[Try it] Each entry in the material below should be reproduced exactly.

[Records for the exercise]
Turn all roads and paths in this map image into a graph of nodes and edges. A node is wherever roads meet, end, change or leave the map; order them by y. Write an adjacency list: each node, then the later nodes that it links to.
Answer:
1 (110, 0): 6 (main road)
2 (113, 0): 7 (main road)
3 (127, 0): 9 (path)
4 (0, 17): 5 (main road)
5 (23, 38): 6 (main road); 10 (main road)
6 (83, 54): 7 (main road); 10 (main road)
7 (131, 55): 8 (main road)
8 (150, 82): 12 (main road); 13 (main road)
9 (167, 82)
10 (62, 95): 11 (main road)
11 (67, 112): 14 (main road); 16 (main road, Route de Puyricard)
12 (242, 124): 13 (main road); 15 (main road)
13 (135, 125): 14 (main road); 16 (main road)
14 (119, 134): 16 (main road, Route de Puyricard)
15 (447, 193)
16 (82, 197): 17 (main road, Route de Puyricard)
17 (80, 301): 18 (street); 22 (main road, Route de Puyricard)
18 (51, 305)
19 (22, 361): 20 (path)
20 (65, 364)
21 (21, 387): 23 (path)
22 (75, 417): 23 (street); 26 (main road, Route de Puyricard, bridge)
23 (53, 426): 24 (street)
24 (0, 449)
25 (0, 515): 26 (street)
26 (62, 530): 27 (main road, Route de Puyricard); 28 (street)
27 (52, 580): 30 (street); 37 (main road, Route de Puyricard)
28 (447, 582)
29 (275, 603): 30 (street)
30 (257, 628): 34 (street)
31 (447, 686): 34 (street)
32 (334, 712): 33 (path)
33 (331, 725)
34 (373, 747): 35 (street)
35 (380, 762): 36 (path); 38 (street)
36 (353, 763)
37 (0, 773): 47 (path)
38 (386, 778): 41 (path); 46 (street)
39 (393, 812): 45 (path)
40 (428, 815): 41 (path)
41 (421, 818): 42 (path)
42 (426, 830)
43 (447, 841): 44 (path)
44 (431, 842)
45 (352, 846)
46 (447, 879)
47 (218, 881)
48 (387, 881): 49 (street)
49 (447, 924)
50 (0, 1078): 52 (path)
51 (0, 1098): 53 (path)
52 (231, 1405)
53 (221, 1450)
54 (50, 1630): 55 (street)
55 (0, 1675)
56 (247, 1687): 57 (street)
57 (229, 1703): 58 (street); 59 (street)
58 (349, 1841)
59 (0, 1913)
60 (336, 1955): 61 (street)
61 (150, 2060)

[Answer box]
Turn all roads and paths in this map image into a graph of nodes and edges. A node is wherever roads meet, end, change or leave the map; order them by y. Write an adjacency list: each node, then the later nodes that it links to.
Answer:
1 (110, 0): 6 (main road)
2 (113, 0): 7 (main road)
3 (127, 0): 9 (path)
4 (0, 17): 5 (main road)
5 (23, 38): 6 (main road); 10 (main road)
6 (83, 54): 7 (main road); 10 (main road)
7 (131, 55): 8 (main road)
8 (150, 82): 12 (main road); 13 (main road)
9 (167, 82)
10 (62, 95): 11 (main road)
11 (67, 112): 14 (main road); 16 (main road, Route de Puyricard)
12 (242, 124): 13 (main road); 15 (main road)
13 (135, 125): 14 (main road); 16 (main road)
14 (119, 134): 16 (main road, Route de Puyricard)
15 (447, 193)
16 (82, 197): 17 (main road, Route de Puyricard)
17 (80, 301): 18 (street); 22 (main road, Route de Puyricard)
18 (51, 305)
19 (22, 361): 20 (path)
20 (65, 364)
21 (21, 387): 23 (path)
22 (75, 417): 23 (street); 26 (main road, Route de Puyricard, bridge)
23 (53, 426): 24 (street)
24 (0, 449)
25 (0, 515): 26 (street)
26 (62, 530): 27 (main road, Route de Puyricard); 28 (street)
27 (52, 580): 30 (street); 37 (main road, Route de Puyricard)
28 (447, 582)
29 (275, 603): 30 (street)
30 (257, 628): 34 (street)
31 (447, 686): 34 (street)
32 (334, 712): 33 (path)
33 (331, 725)
34 (373, 747): 35 (street)
35 (380, 762): 36 (path); 38 (street)
36 (353, 763)
37 (0, 773): 47 (path)
38 (386, 778): 41 (path); 46 (street)
39 (393, 812): 45 (path)
40 (428, 815): 41 (path)
41 (421, 818): 42 (path)
42 (426, 830)
43 (447, 841): 44 (path)
44 (431, 842)
45 (352, 846)
46 (447, 879)
47 (218, 881)
48 (387, 881): 49 (street)
49 (447, 924)
50 (0, 1078): 52 (path)
51 (0, 1098): 53 (path)
52 (231, 1405)
53 (221, 1450)
54 (50, 1630): 55 (street)
55 (0, 1675)
56 (247, 1687): 57 (street)
57 (229, 1703): 58 (street); 59 (street)
58 (349, 1841)
59 (0, 1913)
60 (336, 1955): 61 (street)
61 (150, 2060)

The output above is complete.